Turkish-backed rebels captured the emblematic northern Syrian town of Dabiq from the IS group on Sunday, dealing a major symbolic blow to the extremists.
The defeat for IS came as US Secretary of State John Kerry was due to meet European allies in London as part of a new diplomatic push to end Syria’s conflict, which has left more than 300,000 people dead since 2011.
The Syrian Observatory for Human Rights, Turkish state media and a rebel faction said opposition forces backed by Turkish warplanes and artillery had seized control of Dabiq on Sunday.
The town, in Syria’s northern province of Aleppo, is of little strategic value.
But Dabiq holds crucial ideological importance for IS and its followers because of a Sunni prophecy that states it will be the site of an apocalyptic battle between Christian forces and Muslims.
The Observatory, a Britain-based monitoring group, said rebel forces “captured Dabiq after IS members withdrew from the area”. The Fastaqim Union, an Ankara-backed rebel faction involved in the battle, said Dabiq had fallen “after fierce clashes”. The Observatory said fighters also captured the nearby town of Sawran. Turkey’s state-run Anadolu news agency also said the rebels had taken control of Dabiq and Sawran and were working to dismantle explosives laid by retreating IS fighters.
It said nine rebels were killed and 28 wounded during clashes on Saturday.
Byword among IS supporters
Dabiq has become a byword among IS supporters for a struggle against the West, with Washington and its allies bombing extremists portrayed as modern-day Crusaders.
Earlier this week, IS downplayed the importance of the rebel advance on the town. “These hit-and-run battles in Dabiq and its outskirts—the lesser Dabiq battle—will end in the greater Dabiq epic,” the group said in a pamphlet published online on Thursday.
Turkey launched an unprecedented operation inside Syria on August 24, helping Syrian rebels to rid its frontier of IS extremits and Syrian Kurdish militia.
President Recep Tayyip Erdogan on Saturday said Turkey would push further south to create a 5,000-square-kilometre (1,900 square-mile) safe zone in Syria.
The border area has become deeply unstable and on Sunday Turkish state media reported that suicide bombers blew themselves up when police raided their sleeper cell in the city of Gaziantep.

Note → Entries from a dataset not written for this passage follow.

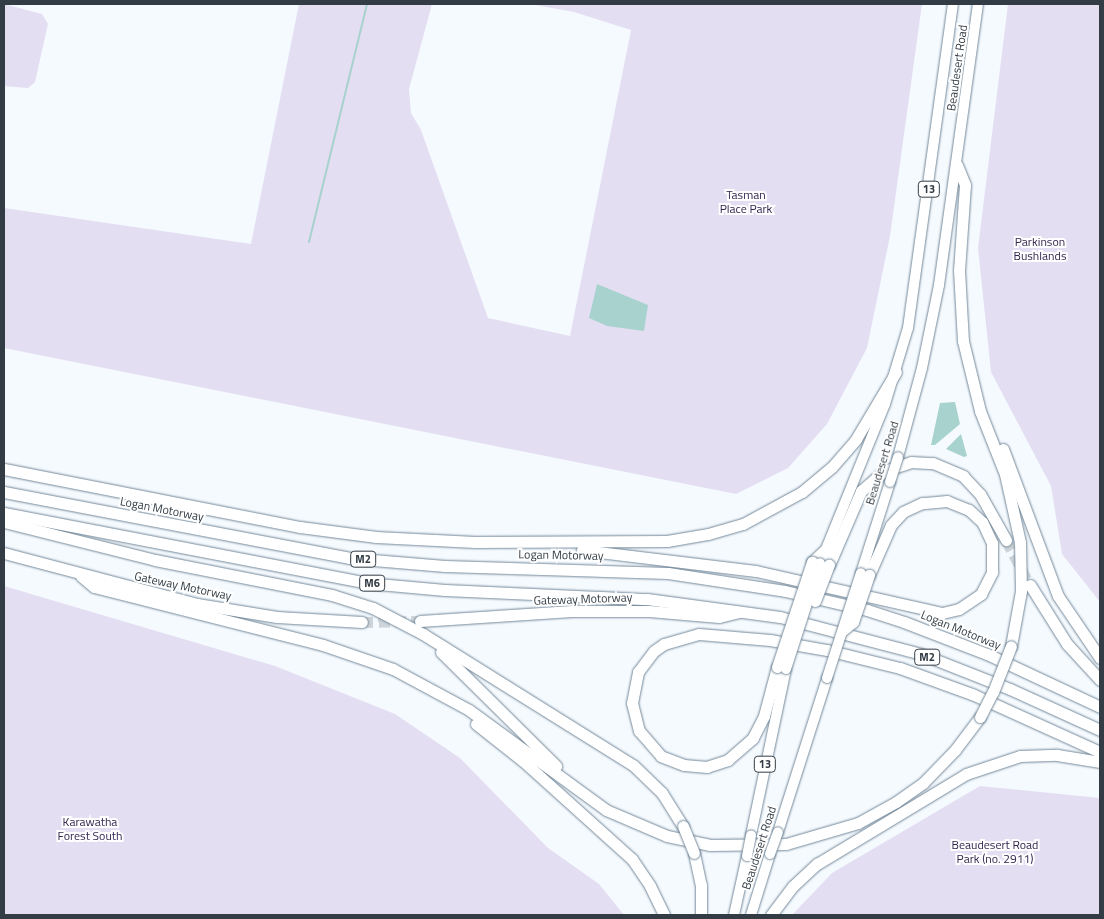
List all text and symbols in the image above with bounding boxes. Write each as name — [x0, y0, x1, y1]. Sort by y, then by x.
street label: Beaudesert Road — [944, 24, 970, 112]
road number: 13 — [918, 180, 940, 198]
park label: Tasman Place Park — [720, 188, 772, 216]
park label: Parkinson Bushlands — [1014, 235, 1066, 263]
street label: Beaudesert Road — [862, 419, 902, 507]
street label: Logan Motorway — [119, 494, 205, 524]
street label: Logan Motorway — [518, 547, 604, 563]
road number: M2 — [349, 550, 377, 568]
street label: Gateway Motorway — [133, 569, 233, 603]
road number: M6 — [358, 574, 386, 592]
street label: Gateway Motorway — [533, 590, 633, 608]
street label: Logan Motorway — [919, 607, 1003, 653]
road number: M2 — [913, 649, 941, 666]
road number: 13 — [754, 756, 776, 772]
street label: Beaudesert Road — [739, 804, 779, 892]
park label: Karawatha Forest South — [58, 815, 122, 843]
park label: Beaudesert Road Park (no. 2911) — [952, 838, 1038, 866]

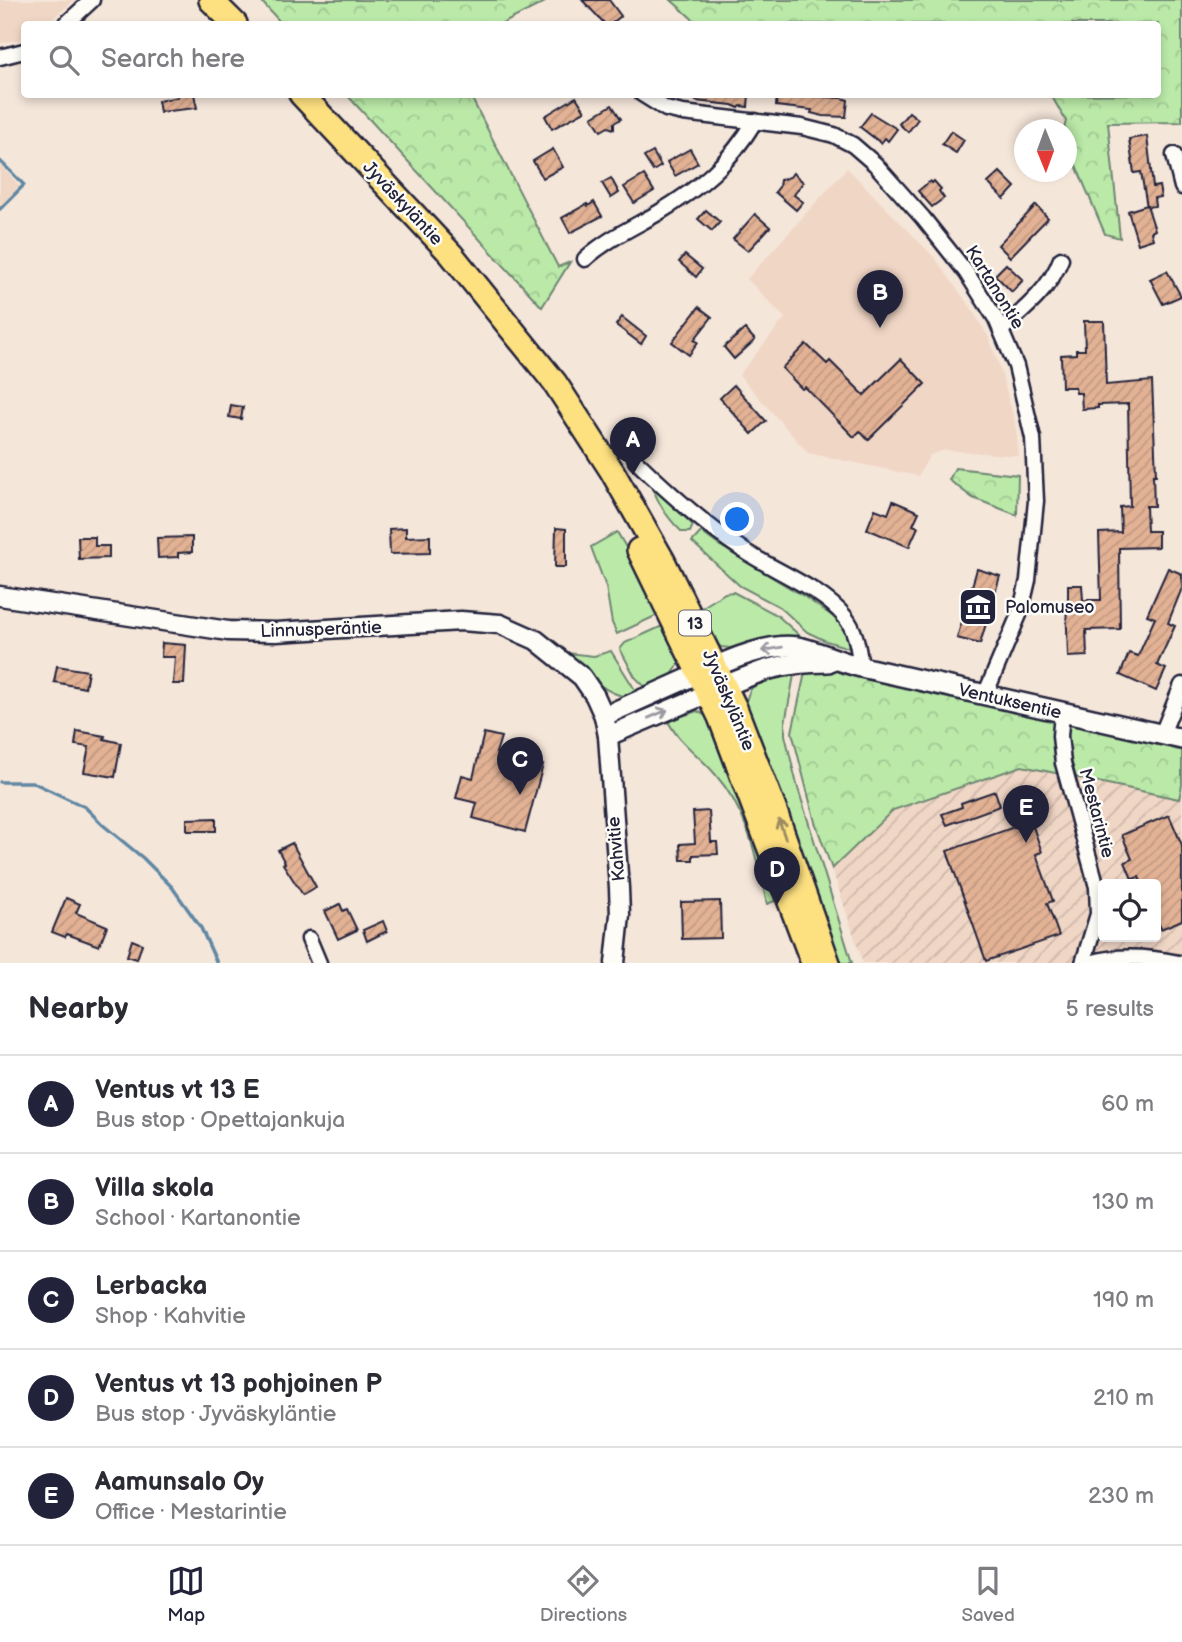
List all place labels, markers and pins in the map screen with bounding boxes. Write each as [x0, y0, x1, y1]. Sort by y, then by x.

Media reports spoke of casualties without providing precise numbers.
According to Anadolu, Ankara-backed rebels now control 1,130-square-kilometres along the border in Aleppo province, the northern governorate that has been carved into zones of control by extremists, Kurds, rebels, and regime forces.
In provincial capital Aleppo, government troops have been waging a fierce Russian-backed offensive on rebels in the eastern quarters of the city.
Fighting continued in Aleppo’s northern and southern outskirts on Sunday, as well as in the city centre, according to the Observatory.